The evocatively named Deception Island, in the South Shetland Islands just off the Antarctic Peninsula, also has its fair share of giant rusting barrels that were once used to boil whale blubber. Pitiful remains of wooden huts litter the beach – making you wonder how on earth people lived here a century ago, and managed to keep warm. Today, there are Spanish and Argentinean research bases on the island, which is actually the partially exposed crest of a submerged – and very active – caldera. This results in flows of hot water, and strange microclimates where temperatures soar to 40°C. While this warmth and almost entirely closed harbour have their benefits, setting up base on a volcanic crater will always come at a price; Chilean and British research stations were destroyed during eruptions in the 1960s.
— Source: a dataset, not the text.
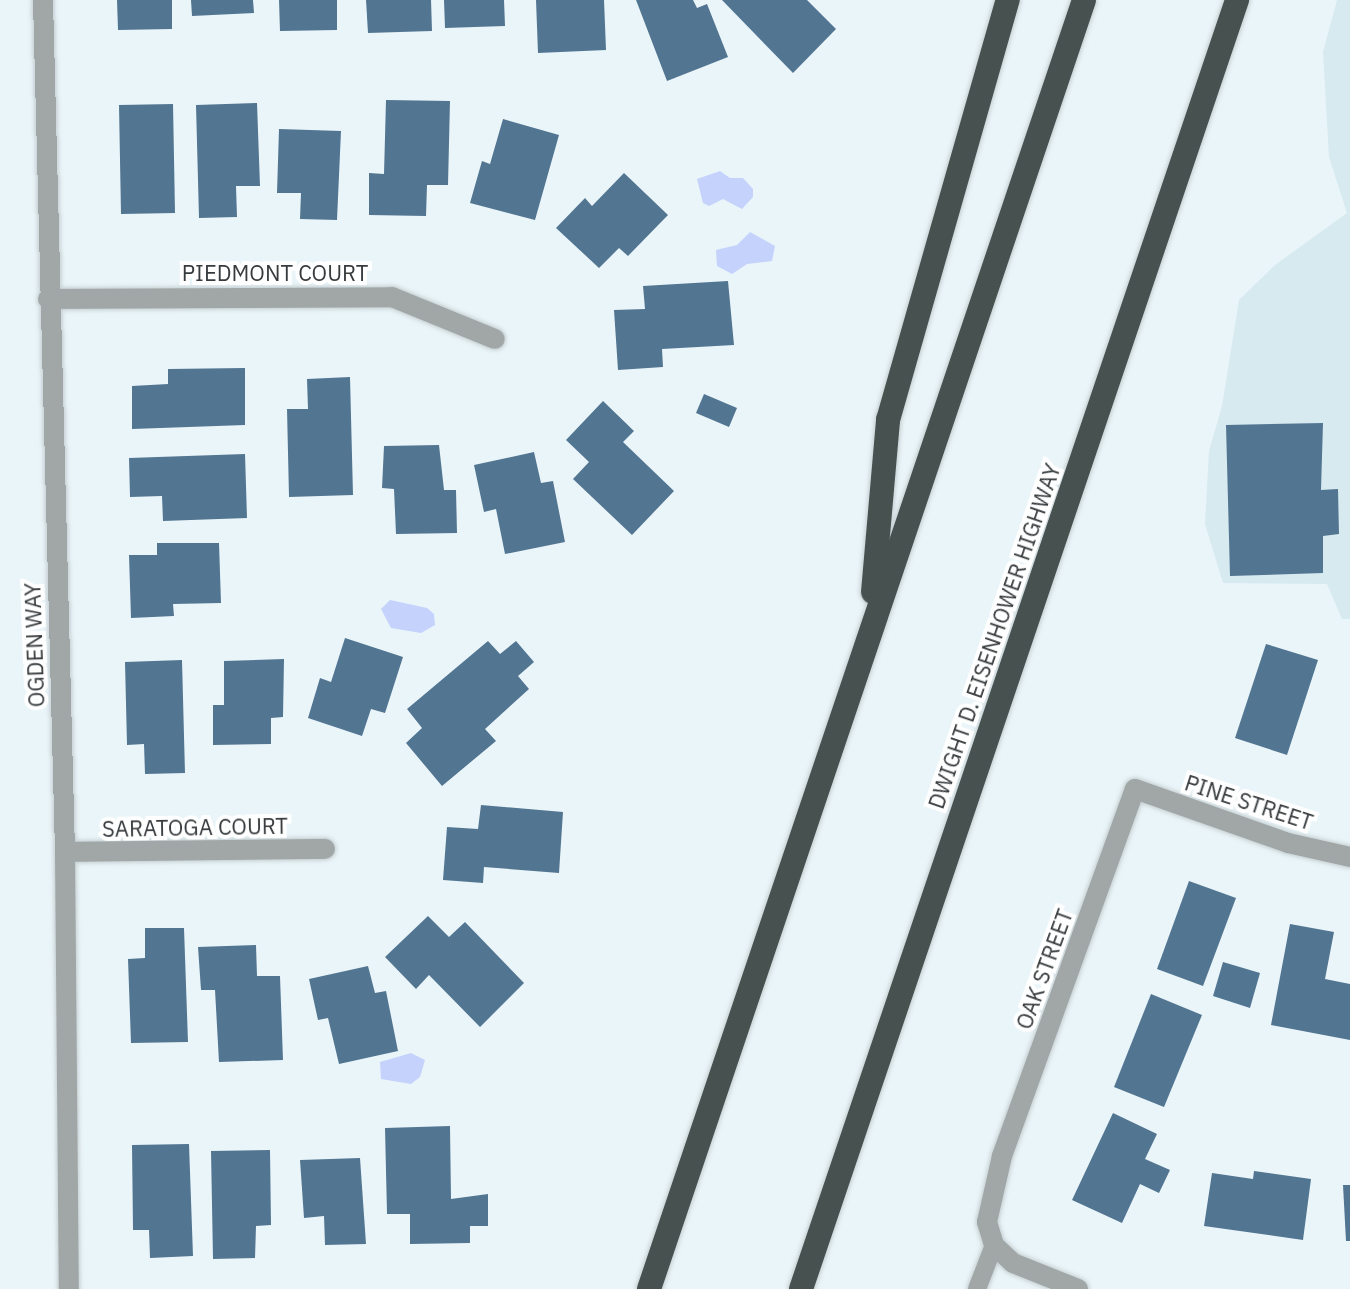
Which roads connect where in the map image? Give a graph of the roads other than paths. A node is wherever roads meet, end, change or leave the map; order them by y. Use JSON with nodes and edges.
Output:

You can see the remains of the British base, with evidence of the mudflows that ripped through it in 1969.

Scott & Shackleton’s Huts

It seems appropriate that the huts of these two legendary explorers are so remote and challenging to access, with weeks spent at sea in order to reach Ross Island, after departing from New Zealand. Mount Erebus, at 3,794m, towers over this island, one of the most southerly points reached on Antarctic cruises. Sir Ernest Shackleton’s hut, dating back to 1907, still stands at Cape Royds, and is now inhabited by Adelie penguins. On Cape Evans stands Captain Scott’s hut, built just four years later, which was home throughout the winter to 25 men;. The hut was prefabricated in the UK and was insulated with seaweed sewn into a quilt which was then stuffed between the double-layered wooden walls. By all accounts it worked; the hut was said to be almost unbearably warm once the stoves were fired up. Scott’s hut has been carefully preserved by the Antarctic Heritage Trust after it was dug out of the snow in 1956; visitors can see the tins of food, preserved seal meat and scientific instruments left largely as they were on the departure of the last explorers.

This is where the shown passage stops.